*Given records*:

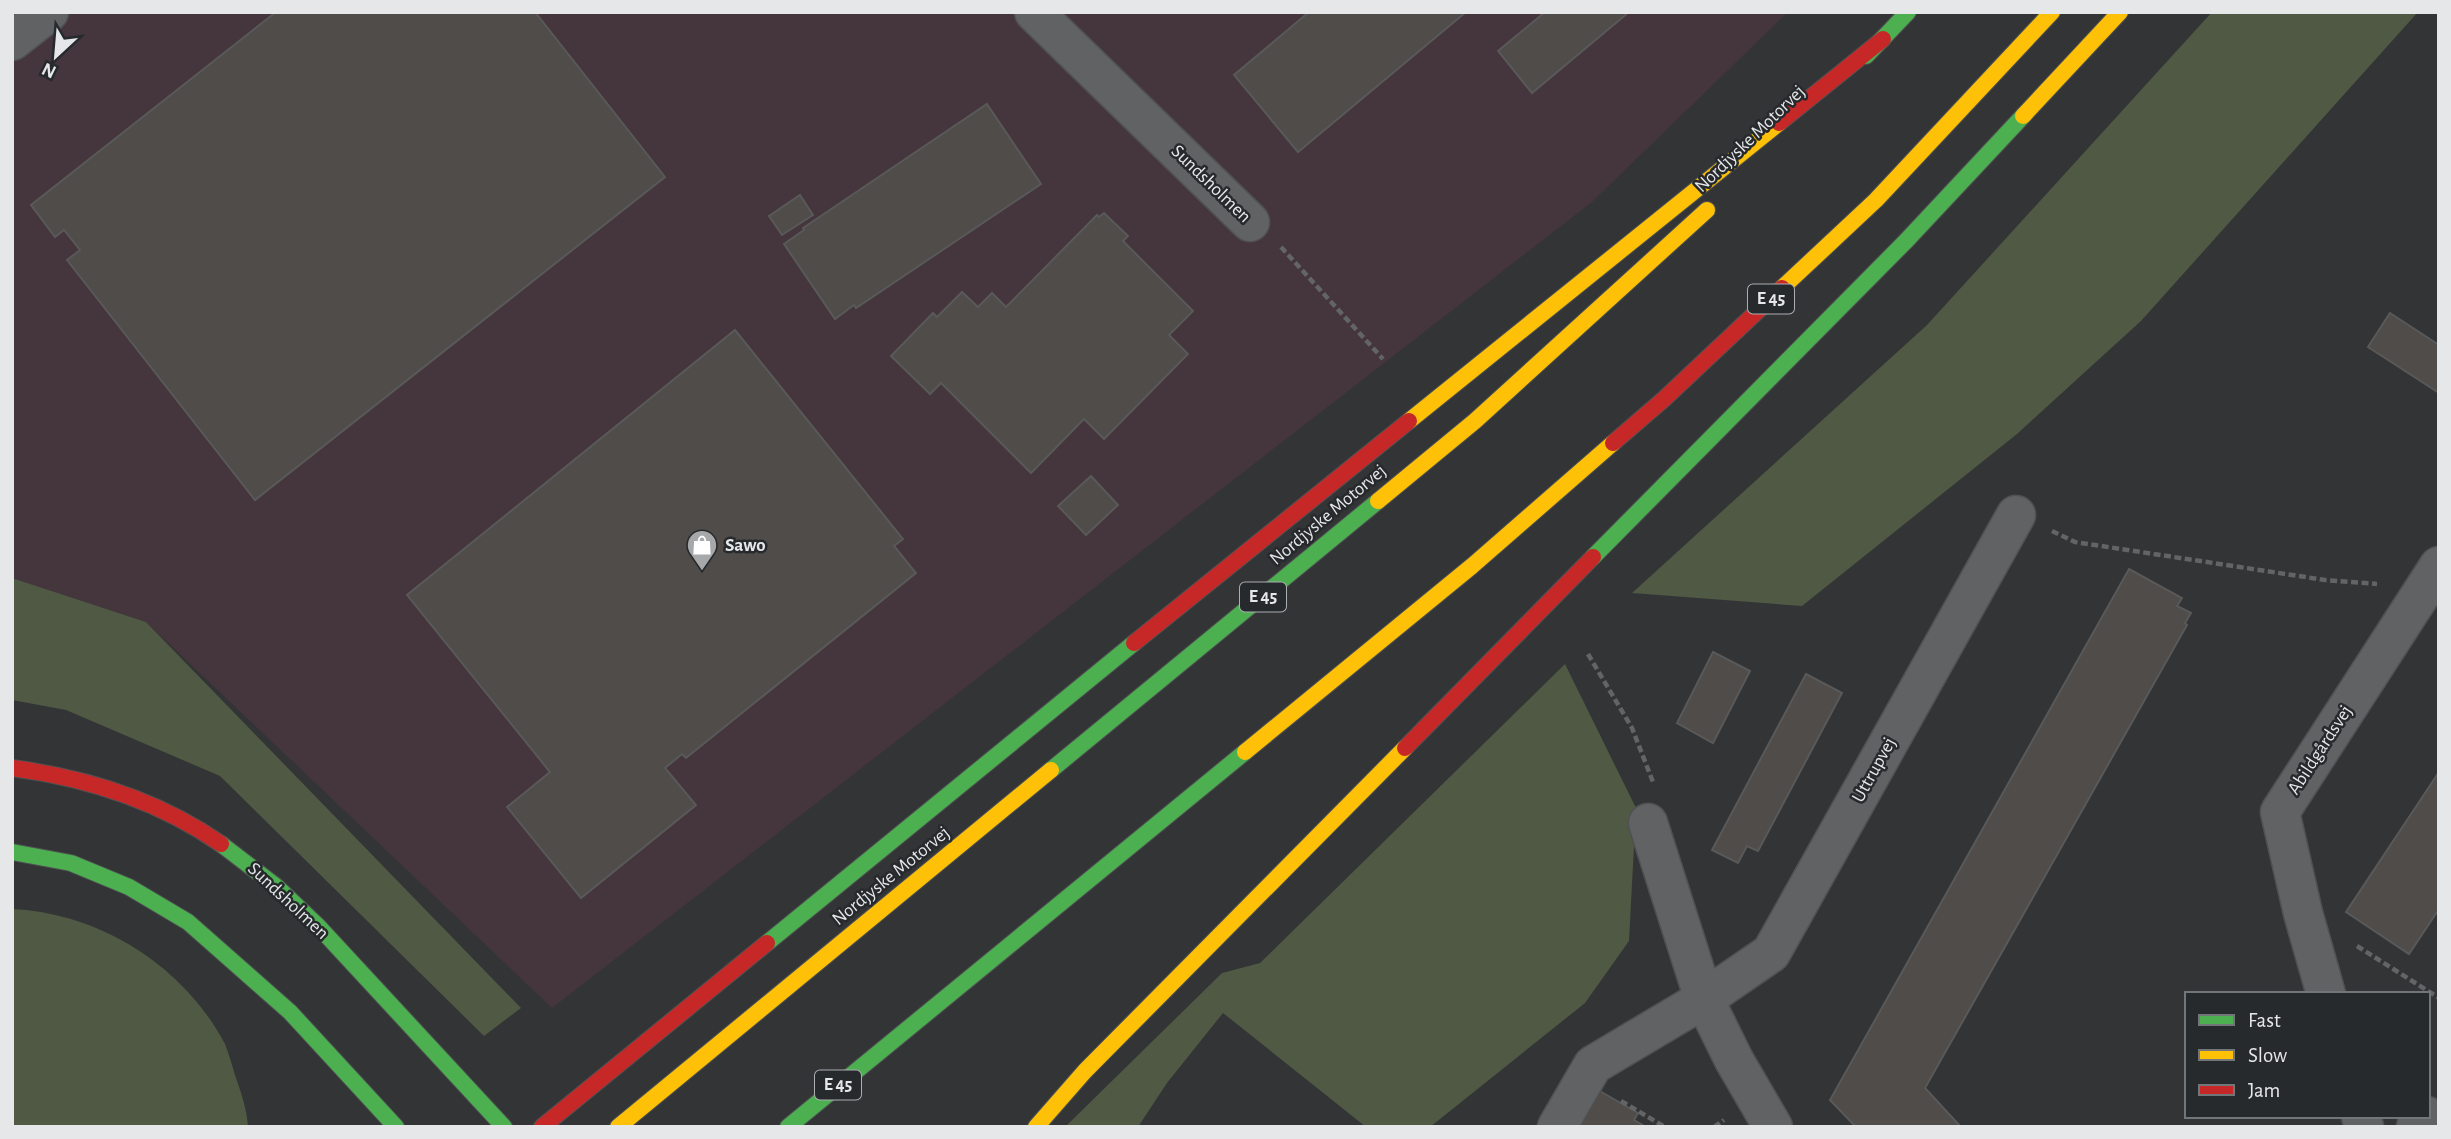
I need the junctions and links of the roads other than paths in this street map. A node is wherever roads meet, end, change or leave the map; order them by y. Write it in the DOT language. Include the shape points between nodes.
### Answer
graph roads {
  1 [pos="49,12"];
  2 [pos="1034,12"];
  3 [pos="1908,12"];
  4 [pos="2052,12"];
  5 [pos="2120,12"];
  6 [pos="1883,39"];
  7 [pos="12,41"];
  8 [pos="1763,156"];
  9 [pos="1723,195"];
  10 [pos="1250,222"];
  11 [pos="2016,515"];
  12 [pos="2429,582"];
  13 [pos="12,768"];
  14 [pos="1648,823"];
  15 [pos="12,852"];
  16 [pos="2325,992"];
  17 [pos="1704,999"];
  18 [pos="396,1127"];
  19 [pos="504,1127"];
  20 [pos="542,1127"];
  21 [pos="618,1127"];
  22 [pos="788,1127"];
  23 [pos="1035,1127"];
  24 [pos="1557,1127"];
  25 [pos="1773,1127"];
  1 -- 7 [label="street"];
  2 -- 10 [label="street, Sundsholmen"];
  3 -- 6 [label="main road, Nordjyske Motorvej"];
  4 -- 22 [label="main road, E 45" via="1876,200 1664,399 1472,566"];
  5 -- 23 [label="main road" via="1906,241 1085,1071"];
  6 -- 8 [label="main road, Nordjyske Motorvej"];
  6 -- 20 [label="main road"];
  9 -- 21 [label="main road, Nordjyske Motorvej / E 45" via="1475,421"];
  11 -- 17 [label="street, Uttrupvej" via="1771,953"];
  12 -- 16 [label="street, Abildgårdsvej" via="2280,812"];
  13 -- 19 [label="main road, Sundsholmen" via="112,787 182,818 244,859 309,917"];
  14 -- 17 [label="street"];
  15 -- 18 [label="main road" via="71,863 129,887 188,922 290,1012"];
  17 -- 24 [label="street, Uttrupvej" via="1593,1065"];
  17 -- 25 [label="street"];
}
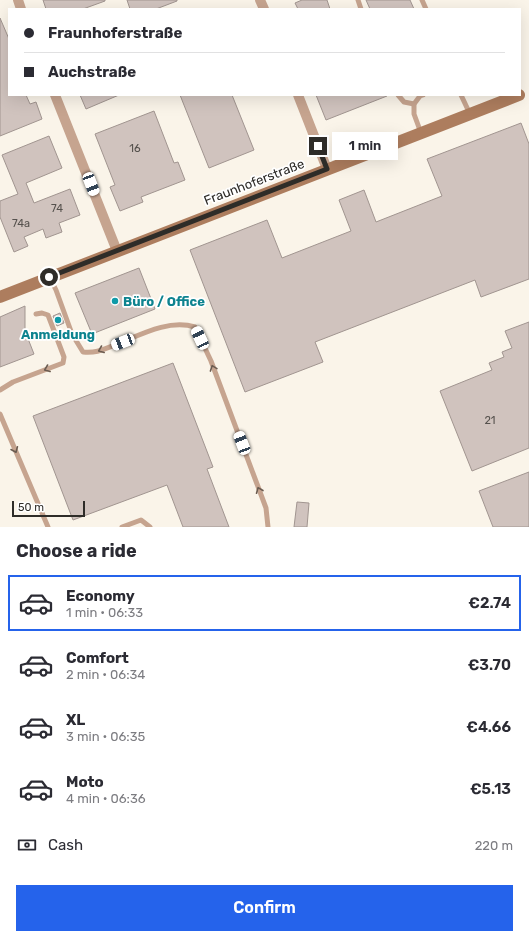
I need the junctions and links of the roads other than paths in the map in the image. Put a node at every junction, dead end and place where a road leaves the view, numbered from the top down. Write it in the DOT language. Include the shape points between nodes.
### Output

*Directions for this task*: From the data above, show each line that contains "Write".

*Response area*:
I need the junctions and links of the roads other than paths in this street map. A node is wherever roads meet, end, change or leave the map; order them by y. Write it in the DOT language. Include the shape points between nodes.
I need the junctions and links of the roads other than paths in the map in the image. Put a node at every junction, dead end and place where a road leaves the view, numbered from the top down. Write it in the DOT language. Include the shape points between nodes.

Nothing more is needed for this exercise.